_WHAT IS EXPECTED_. Find the lines of the material below that include the string "main", then copy each one.

_SUPPLIED MATERIAL_.

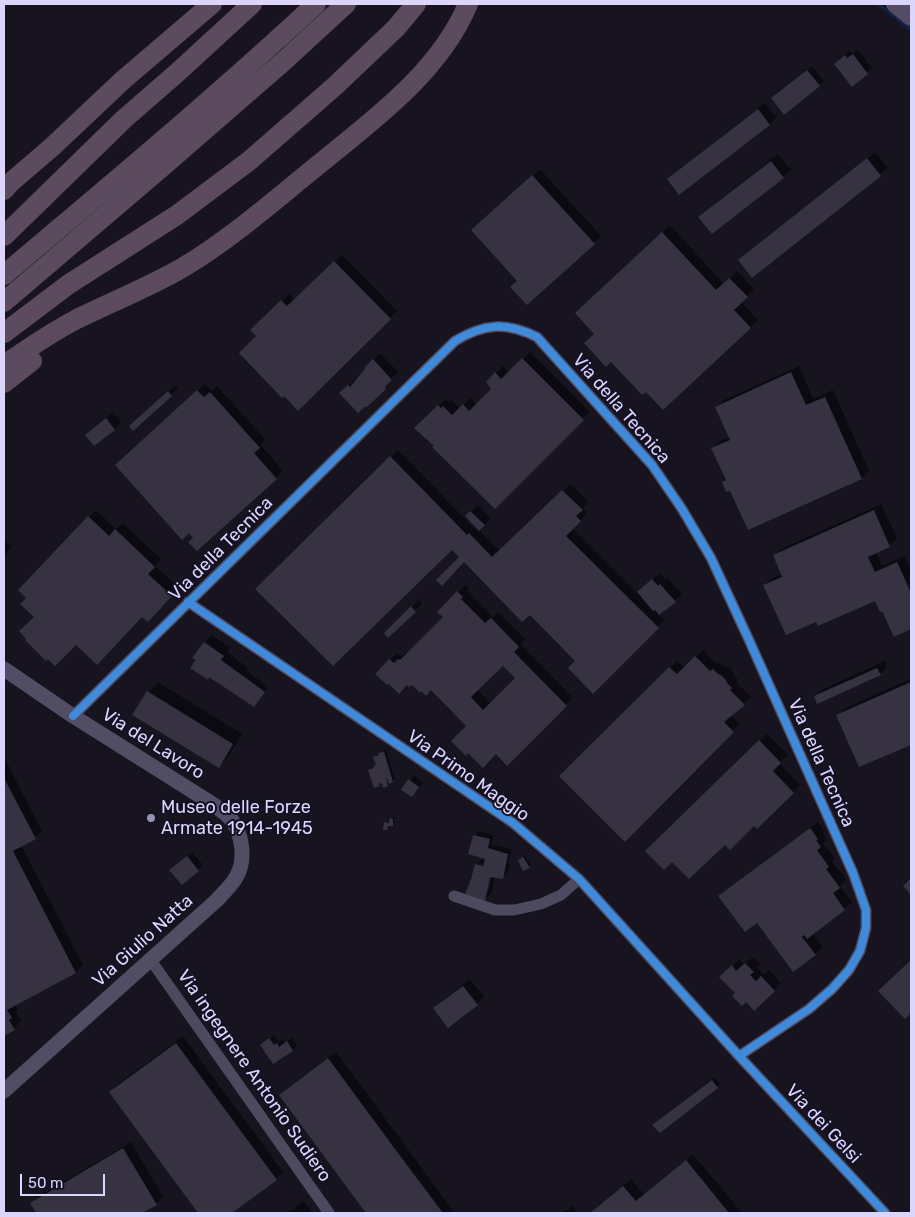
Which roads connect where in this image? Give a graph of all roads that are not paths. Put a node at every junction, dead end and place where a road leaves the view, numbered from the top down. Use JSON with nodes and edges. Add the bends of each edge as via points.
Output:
{"nodes":[{"id":1,"x":212,"y":4,"type":"edge"},
{"id":2,"x":252,"y":4,"type":"edge"},
{"id":3,"x":316,"y":4,"type":"edge"},
{"id":4,"x":346,"y":4,"type":"edge"},
{"id":5,"x":416,"y":4,"type":"edge"},
{"id":6,"x":468,"y":4,"type":"edge"},
{"id":7,"x":895,"y":4,"type":"edge"},
{"id":8,"x":911,"y":17,"type":"edge"},
{"id":9,"x":6,"y":187,"type":"edge"},
{"id":10,"x":4,"y":236,"type":"edge"},
{"id":11,"x":4,"y":275,"type":"edge"},
{"id":12,"x":4,"y":302,"type":"edge"},
{"id":13,"x":115,"y":302,"type":"junction"},
{"id":14,"x":4,"y":333,"type":"edge"},
{"id":15,"x":4,"y":365,"type":"edge"},
{"id":16,"x":4,"y":383,"type":"edge"},
{"id":17,"x":188,"y":602,"type":"junction"},
{"id":18,"x":4,"y":668,"type":"edge"},
{"id":19,"x":73,"y":716,"type":"junction"},
{"id":20,"x":208,"y":800,"type":"joint"},
{"id":21,"x":579,"y":879,"type":"junction"},
{"id":22,"x":454,"y":896,"type":"dead end"},
{"id":23,"x":150,"y":959,"type":"junction"},
{"id":24,"x":739,"y":1056,"type":"junction"},
{"id":25,"x":4,"y":1091,"type":"edge"},
{"id":26,"x":329,"y":1213,"type":"edge"},
{"id":27,"x":885,"y":1213,"type":"edge"}],
"edges":[{"from":1,"to":9,"type":"highway"},
{"from":2,"to":10,"type":"highway","via":[[124,119]]},
{"from":3,"to":11,"type":"highway"},
{"from":4,"to":12,"type":"highway","via":[[250,91]]},
{"from":5,"to":14,"type":"highway","via":[[396,28],[335,86],[249,161],[177,215],[69,284]]},
{"from":6,"to":13,"type":"highway","via":[[448,41],[427,69],[377,116],[212,248],[182,268]]},
{"from":7,"to":8,"type":"main road"},
{"from":13,"to":15,"type":"highway","via":[[76,320]]},
{"from":13,"to":16,"type":"highway"},
{"from":17,"to":19,"type":"street","name":"Via della Tecnica"},
{"from":17,"to":21,"type":"street","name":"Via Primo Maggio","via":[[512,823]]},
{"from":17,"to":24,"type":"street","name":"Via della Tecnica","via":[[455,340],[469,332],[505,326],[537,336],[652,466],[711,558],[853,873],[866,910],[866,928],[860,951],[850,970],[809,1009]]},
{"from":18,"to":19,"type":"street","name":"Via del Lavoro"},
{"from":19,"to":20,"type":"street","name":"Via del Lavoro"},
{"from":20,"to":23,"type":"street","name":"Via Giulio Natta","via":[[228,816],[237,831],[242,861],[236,878],[217,900]]},
{"from":21,"to":22,"type":"street","via":[[561,895],[514,910],[496,910]]},
{"from":21,"to":24,"type":"street","name":"Via Primo Maggio"},
{"from":23,"to":25,"type":"street","name":"Via Giulio Natta"},
{"from":23,"to":26,"type":"street","name":"Via ingegnere Antonio Sudiero"},
{"from":24,"to":27,"type":"street","name":"Via dei Gelsi"}]}
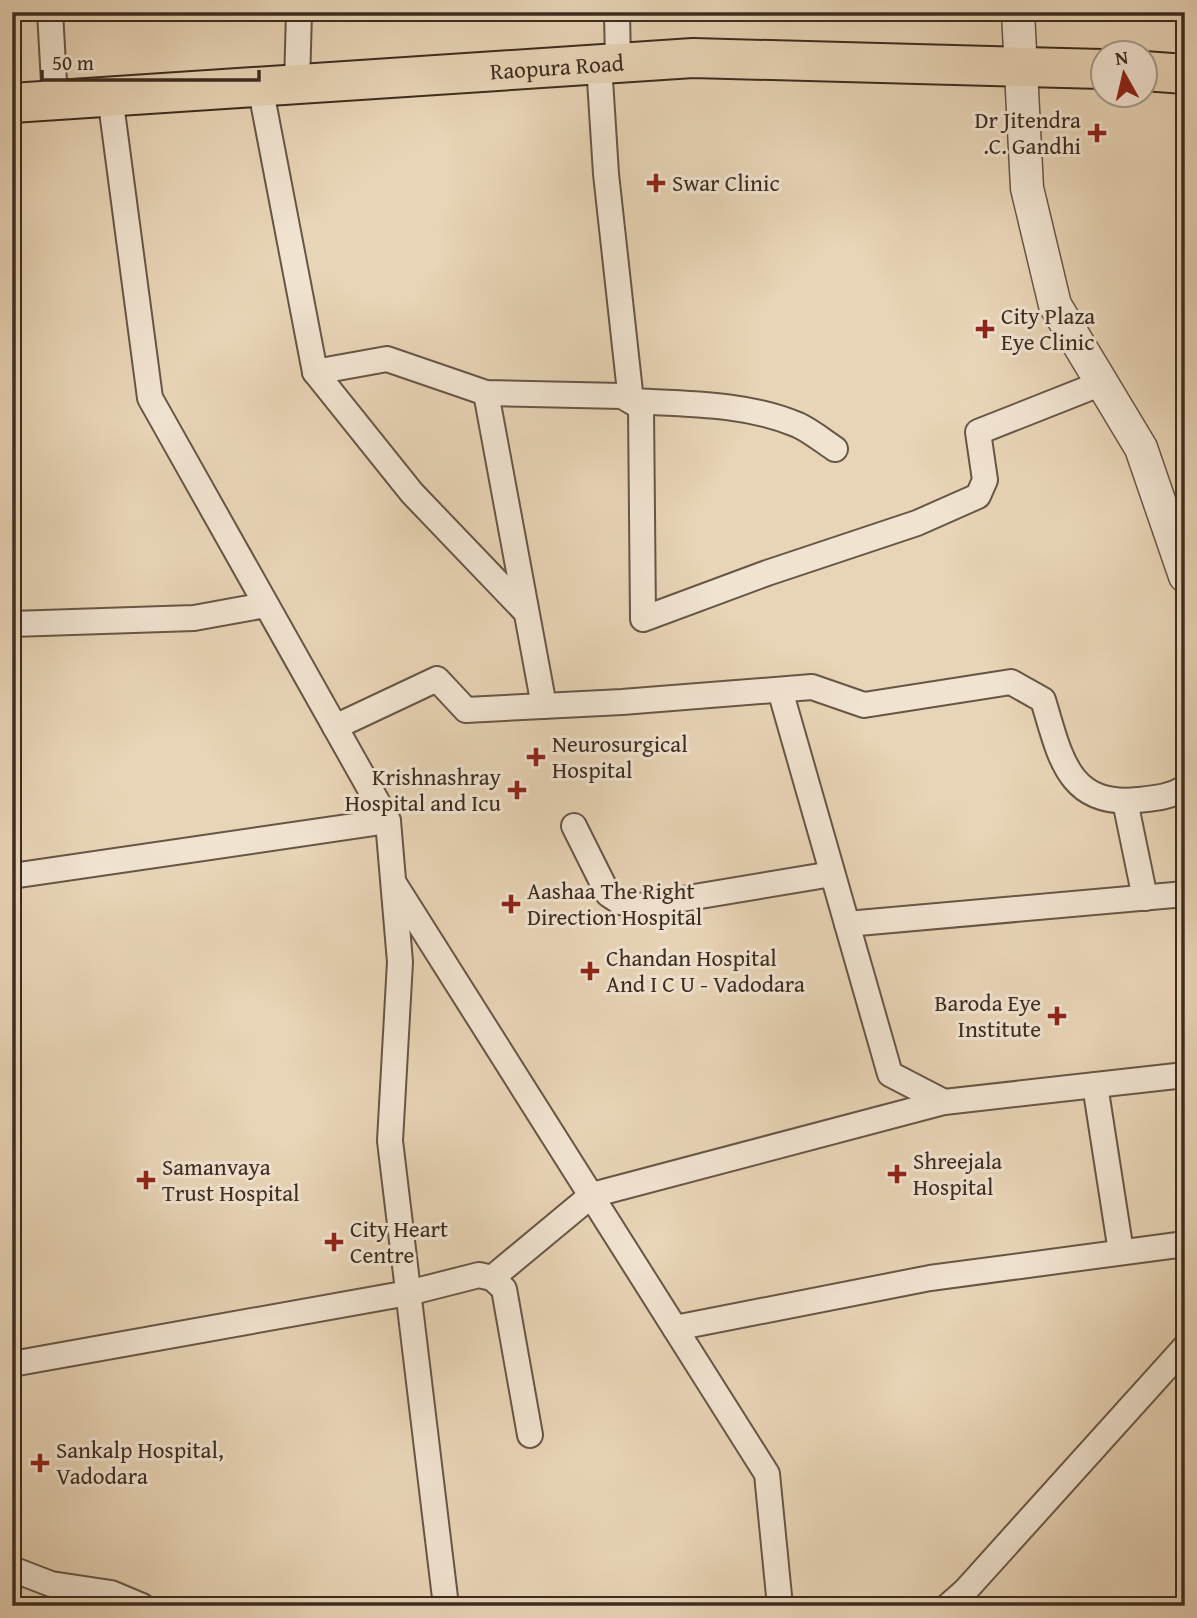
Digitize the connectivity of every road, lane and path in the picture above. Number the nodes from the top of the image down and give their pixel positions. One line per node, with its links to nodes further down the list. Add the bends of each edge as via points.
1 (50, 12): 13 (street)
2 (299, 12): 10 (street)
3 (617, 12): 5 (street)
4 (1018, 12): 6 (street)
5 (608, 63): 6 (main road, Raopura Road, via 692,58); 10 (main road, Raopura Road); 18 (street, via 606,174)
6 (1020, 65): 7 (main road, Raopura Road); 16 (street, via 1027,188 1055,305)
7 (1088, 68)
8 (1158, 72): 9 (main road)
9 (1185, 74)
10 (297, 84): 11 (main road, Raopura Road)
11 (260, 86): 12 (main road, Raopura Road); 15 (street)
12 (110, 96): 13 (main road, Raopura Road); 21 (street, via 149,398)
13 (55, 100): 14 (main road, Raopura Road)
14 (12, 103)
15 (315, 372): 17 (street, via 387,359); 22 (street, via 412,493)
16 (1102, 383): 18 (street, via 978,432 985,480 978,496 917,523 643,619 641,407); 20 (street, via 1141,449)
17 (486, 393): 18 (street, via 622,396); 22 (street)
18 (631, 401): 19 (street, via 759,413 800,426)
19 (835, 449)
20 (1185, 576)
21 (266, 605): 23 (street, via 194,618); 26 (street)
22 (526, 612): 25 (street)
23 (12, 624)
24 (780, 690): 25 (street); 28 (street, via 812,687 864,705 1011,682 1043,700 1064,768 1097,799); 31 (street)
25 (544, 706): 26 (street, via 466,710 437,679)
26 (335, 727): 29 (street)
27 (1185, 788): 28 (street, via 1172,796)
28 (1125, 801): 35 (street)
29 (388, 821): 32 (street); 33 (street)
30 (574, 827): 31 (street, via 608,894 640,906)
31 (832, 874): 36 (street)
32 (12, 876)
33 (393, 882): 40 (street); 44 (street, via 400,962 390,1141)
34 (1185, 894): 35 (street)
35 (1145, 898): 36 (street)
36 (846, 924): 39 (street, via 890,1074)
37 (1185, 1075): 38 (street)
38 (1095, 1085): 39 (street); 42 (street)
39 (944, 1102): 40 (street)
40 (592, 1195): 43 (street); 45 (street)
41 (1185, 1244): 42 (street)
42 (1121, 1252): 45 (street, via 930,1278)
43 (492, 1278): 44 (street, via 479,1275); 48 (street, via 504,1289)
44 (408, 1293): 47 (street); 52 (street)
45 (676, 1328): 53 (street, via 767,1474)
46 (1185, 1347): 54 (street)
47 (12, 1364)
48 (530, 1435)
49 (12, 1569): 50 (street)
50 (51, 1595): 51 (street, via 111,1593)
51 (142, 1606)
52 (446, 1606)
53 (780, 1606)
54 (948, 1606)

_ANSWER SECTION_.
{"from":7,"to":8,"type":"main road"},
5 (608, 63): 6 (main road, Raopura Road, via 692,58); 10 (main road, Raopura Road); 18 (street, via 606,174)
6 (1020, 65): 7 (main road, Raopura Road); 16 (street, via 1027,188 1055,305)
8 (1158, 72): 9 (main road)
10 (297, 84): 11 (main road, Raopura Road)
11 (260, 86): 12 (main road, Raopura Road); 15 (street)
12 (110, 96): 13 (main road, Raopura Road); 21 (street, via 149,398)
13 (55, 100): 14 (main road, Raopura Road)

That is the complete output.